> _Instructions to follow_
Going through the data below, please show each line containing the string "gazetteer".

> _Dataset records_
┄┄┄┄┄┄┄┄┄┄┄┄┄┄┄┄┄┄┄┄
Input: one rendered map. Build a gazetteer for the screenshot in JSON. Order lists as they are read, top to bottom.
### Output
┄┄┄┄┄┄┄┄┄┄┄┄┄┄┄┄┄┄┄┄
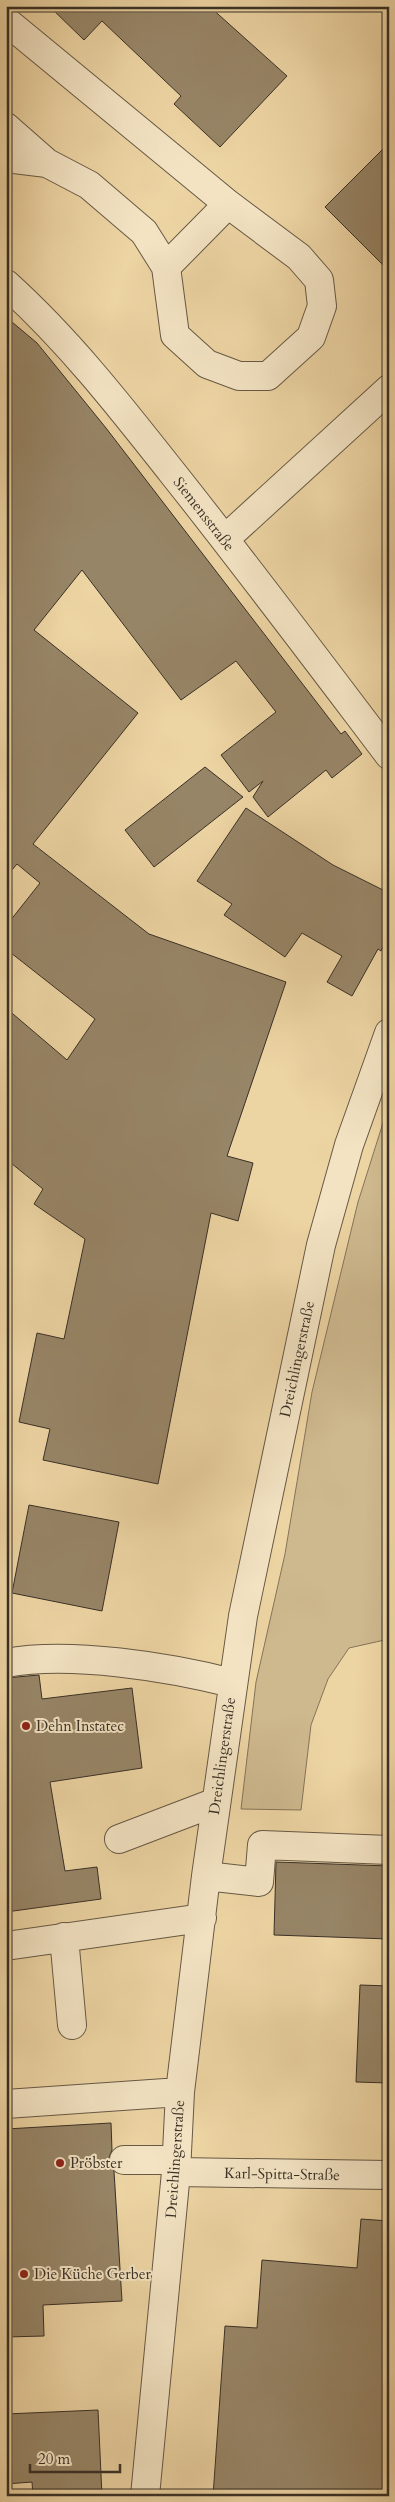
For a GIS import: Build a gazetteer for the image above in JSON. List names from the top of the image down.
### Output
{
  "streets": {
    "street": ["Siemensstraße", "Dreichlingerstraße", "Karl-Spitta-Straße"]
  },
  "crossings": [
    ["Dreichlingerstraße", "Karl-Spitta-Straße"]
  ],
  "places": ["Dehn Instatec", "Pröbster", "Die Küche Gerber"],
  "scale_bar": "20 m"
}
┄┄┄┄┄┄┄┄┄┄┄┄┄┄┄┄┄┄┄┄
> _Output for this task_
Input: one rendered map. Build a gazetteer for the screenshot in JSON. Order lists as they are read, top to bottom.
For a GIS import: Build a gazetteer for the image above in JSON. List names from the top of the image down.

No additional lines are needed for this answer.